If Kors has his say, those people will be in the market for citrus brights, preferably orange, which lend sizzle to blazers, a suede sailing jacket, pullovers and even jeans for men. Men, according to Kors, also need cobalt blue, to add zing to Bermuda shorts.
The Kors customer likes her white cotton jeans with high-heel sandals, is not afraid to wear a yellow cashmere bra and call it a top and grasps the concept of a “yachting dress,” a little nothing of a sparkly mini that somehow rates as seaworthy due to yellow and white awning stripes.
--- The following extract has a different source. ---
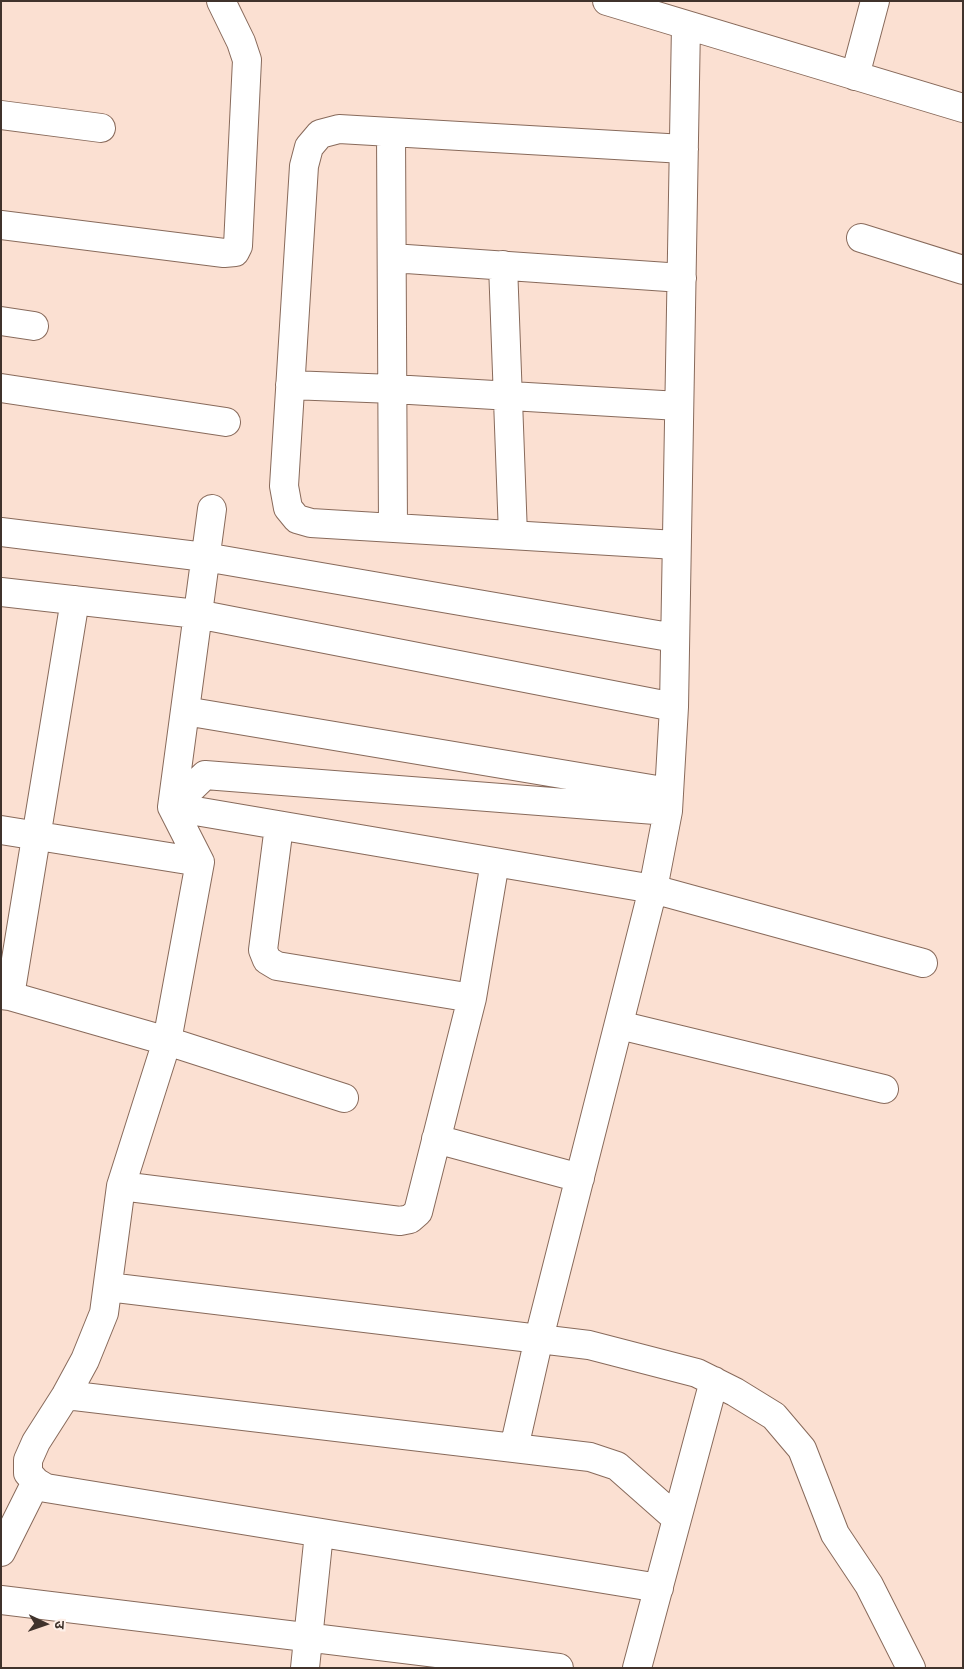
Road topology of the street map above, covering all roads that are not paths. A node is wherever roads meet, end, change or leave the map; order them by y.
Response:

To underscore a life of ease, Kors sent out a slew of bracelets, rings and necklaces, all in gold, the better to accessorize gold sandals.
Upbeat Steffe show
Maybe it was the Elvis Presley music, or maybe it was the happy, accidental collisions of pink and green, but Steffe’s show was so upbeat that some members of the jaded fashion audience betrayed vague smiles. Taking her cue from the late 1950s and early ’60s, Steffe said that she wanted to recall the skinny Capri pants of Mary Tyler Moore, the beachy attire of Gigdet and the tight pegged skirts of Marilyn Monroe.
Why that era?
“There was so much change in a very short period of time, from the late ’50s into the early ’60s, when all the silhouettes changed drastically in a period of three to four years,” said Steffe, whose customers have included Meena Suvari, Cate Blanchett, Katie Couric and Marcia Gay Harden. “Almost every year had a change.”
But a designer can’t recall a decade past without adding a modern twist, so Steffe sent out a “candy” (translation: pink) tweed coat, over a pink swimsuit, with pointy high-heeled pumps — in pink, naturally. With lingerie on her mind, she also conjured up sheer camisoles, swing skirts and plenty of innocent-looking gingham.
Tuesday night belonged to heavy hitters Narciso Rodriguez, who stayed the course with lingerie-inspired eveningwear, and the house of Calvin Klein, where a new head designer is charged with the task of propelling forward the minimalist looks on which the company has based its name.
Things were not quite so innocent for Rodriguez, a favored designer of the moment for red-carpet entrances. He stayed with a successful formula for which he is known: long and lean fitted dresses, just below the knee, with corset details, often cast in a sand-colored linen.
At Calvin Klein, new head designer Francisco Costa is expected to carry forward the tradition of Klein, who has sold his company. Costa chose minimalist looks in the season’s popular shades of brown. Looks were as effortless and simple as a taffeta top and leather skirt, both in hues called “almond,” accessorized with spring’s ubiquitous high-heeled pointy-toed pump, but this time in jade.
Quiet clothes reigned, in a color called “foundation,” as in makeup that comes in a toffee color. It covered everything from sheer silk knit skirts to cashmere and silk tank tops and shorts.